---- RECORDS PROVIDED

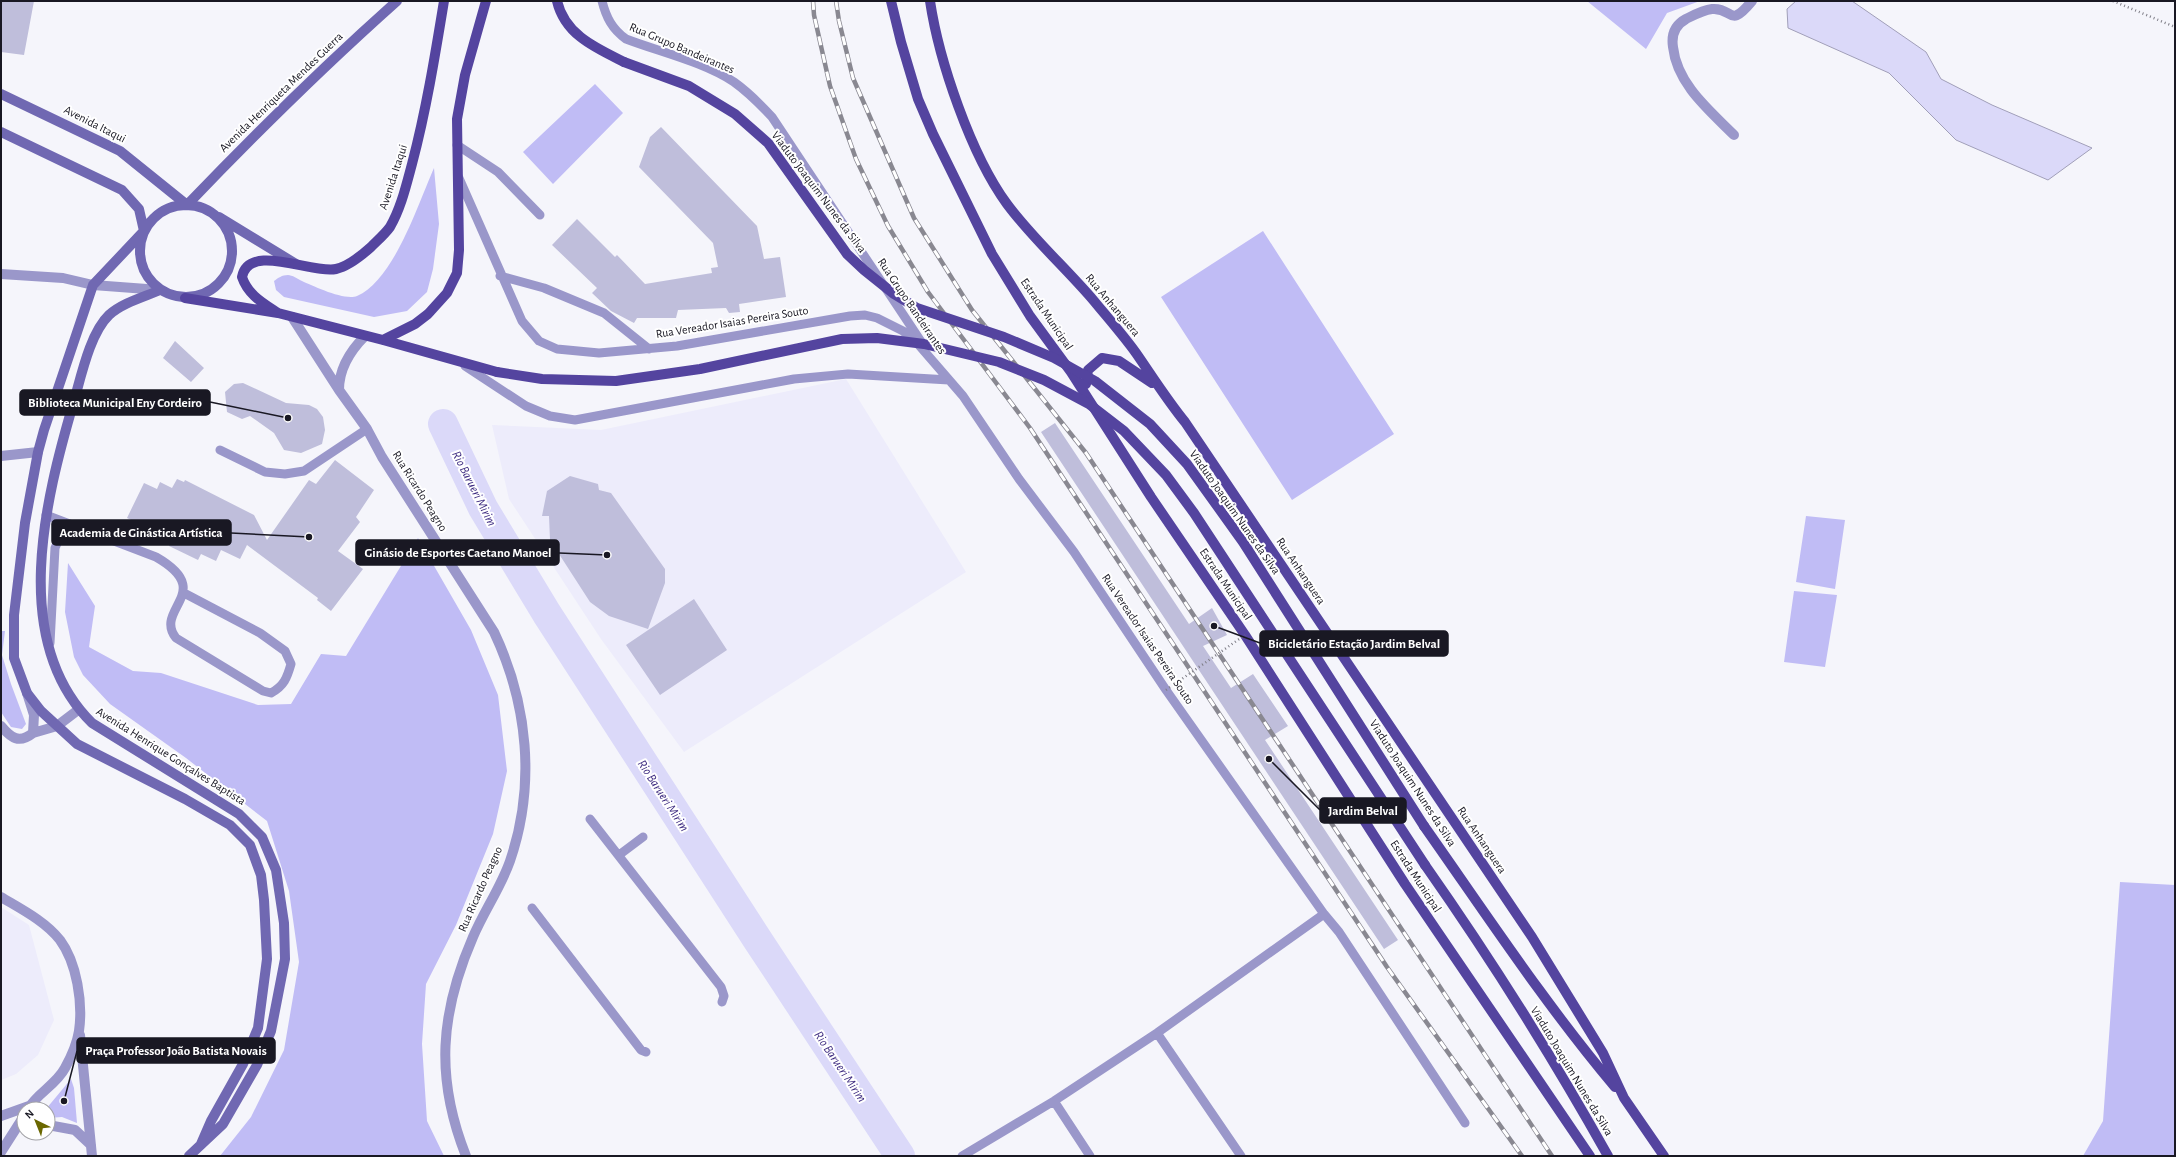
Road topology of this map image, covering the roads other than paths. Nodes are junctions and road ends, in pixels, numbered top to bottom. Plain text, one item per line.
1 (397, 1) edge
2 (444, 1) edge
3 (486, 1) edge
4 (557, 1) edge
5 (602, 1) edge
6 (891, 1) edge
7 (930, 1) edge
8 (1752, 1) edge
9 (1, 94) edge
10 (1, 132) edge
11 (1734, 136) dead end
12 (457, 145) junction
13 (457, 175) junction
14 (187, 205) junction
15 (212, 213) junction
16 (540, 215) dead end
17 (144, 231) junction
18 (298, 265) junction
19 (1, 274) edge
20 (500, 276) junction
21 (93, 285) junction
22 (160, 290) junction
23 (185, 298) junction
24 (278, 313) junction
25 (292, 317) junction
26 (364, 336) junction
27 (383, 340) junction
28 (649, 349) junction
29 (447, 358) junction
30 (938, 368) junction
31 (949, 380) junction
32 (339, 390) junction
33 (1161, 392) junction
34 (1085, 393) junction
35 (367, 429) junction
36 (220, 450) dead end
37 (38, 452) junction
38 (1, 456) edge
39 (46, 515) junction
40 (77, 527) junction
41 (184, 593) junction
42 (49, 650) junction
43 (27, 693) junction
44 (78, 710) junction
45 (1, 726) edge
46 (57, 726) junction
47 (32, 732) junction
48 (590, 819) dead end
49 (643, 837) dead end
50 (619, 855) junction
51 (1, 897) edge
52 (532, 908) dead end
53 (1324, 914) junction
54 (722, 1002) dead end
55 (79, 1031) junction
56 (1157, 1033) junction
57 (646, 1052) dead end
58 (1624, 1098) junction
59 (35, 1101) edge
60 (1054, 1101) junction
61 (16, 1112) edge
62 (1, 1116) edge
63 (1465, 1123) dead end
64 (56, 1126) edge
65 (16, 1133) edge
66 (201, 1144) junction
67 (91, 1145) junction
68 (1, 1152) edge
69 (92, 1156) edge
70 (189, 1156) edge
71 (466, 1156) edge
72 (962, 1156) edge
73 (1090, 1156) edge
74 (1241, 1156) edge
75 (1590, 1156) edge
76 (1608, 1156) edge
77 (1664, 1156) edge

1 - 14 main road, Avenida Henriqueta Mendes Guerra
2 - 18 main road, Avenida Itaqui
3 - 12 main road
4 - 58 main road, Viaduto Joaquim Nunes da Silva, bridge
5 - 30 lane, Rua Grupo Bandeirantes
6 - 34 main road, Estrada Municipal
7 - 33 main road, Rua Anhanguera
8 - 11 street
9 - 14 main road, Avenida Itaqui
10 - 17 main road
12 - 13 main road
12 - 16 lane
13 - 20 lane, Rua Vereador Isaias Pereira Souto
13 - 27 main road
14 - 15 main road
14 - 17 main road
15 - 18 main road, Avenida Itaqui
15 - 23 main road
17 - 21 main road
17 - 22 main road
18 - 24 main road
19 - 21 street
20 - 28 lane
20 - 28 lane, Rua Vereador Isaias Pereira Souto
21 - 22 street
21 - 37 main road, Avenida Henrique Gonçalves Baptista
22 - 23 main road
22 - 39 main road, Avenida Henrique Gonçalves Baptista
23 - 24 main road
24 - 25 main road
25 - 26 main road
25 - 32 street, Rua Ricardo Peagno
26 - 27 main road
26 - 32 street
27 - 29 main road, Viaduto Joaquim Nunes da Silva
28 - 30 lane, Rua Vereador Isaias Pereira Souto
29 - 31 lane
29 - 76 main road, Viaduto Joaquim Nunes da Silva, bridge
30 - 31 lane, Rua Vereador Isaias Pereira Souto
31 - 53 lane, Rua Vereador Isaias Pereira Souto
32 - 35 street, Rua Ricardo Peagno
33 - 34 main road
33 - 58 main road, Rua Anhanguera
34 - 75 main road, Estrada Municipal
35 - 36 lane
35 - 71 street, Rua Ricardo Peagno
37 - 38 street
37 - 43 main road, Avenida Henrique Gonçalves Baptista
39 - 40 lane
39 - 42 main road, Avenida Henrique Gonçalves Baptista
40 - 41 lane
40 - 42 lane
41 - 41 lane
42 - 44 main road, Avenida Henrique Gonçalves Baptista
43 - 46 main road, Avenida Henrique Gonçalves Baptista
43 - 47 street
44 - 46 street
44 - 66 main road, Avenida Henrique Gonçalves Baptista
45 - 47 street
46 - 47 street
46 - 66 main road, Avenida Henrique Gonçalves Baptista
48 - 50 lane
49 - 50 lane
50 - 54 lane
51 - 55 street
52 - 57 lane
53 - 56 lane
53 - 63 lane, Rua Vereador Isaias Pereira Souto
55 - 59 street
55 - 67 street
56 - 60 lane
56 - 74 lane
58 - 77 main road, Rua Anhanguera
60 - 72 lane
60 - 73 lane
61 - 62 street
64 - 67 street
65 - 68 street
66 - 70 main road, Avenida Henrique Gonçalves Baptista
67 - 69 street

--------

■ **WORK TO COMPLETE**:
Please show the lines of the material that contain the string "Pereira".

■ **ANSWER BOX**:
13 - 20 lane, Rua Vereador Isaias Pereira Souto
20 - 28 lane, Rua Vereador Isaias Pereira Souto
28 - 30 lane, Rua Vereador Isaias Pereira Souto
30 - 31 lane, Rua Vereador Isaias Pereira Souto
31 - 53 lane, Rua Vereador Isaias Pereira Souto
53 - 63 lane, Rua Vereador Isaias Pereira Souto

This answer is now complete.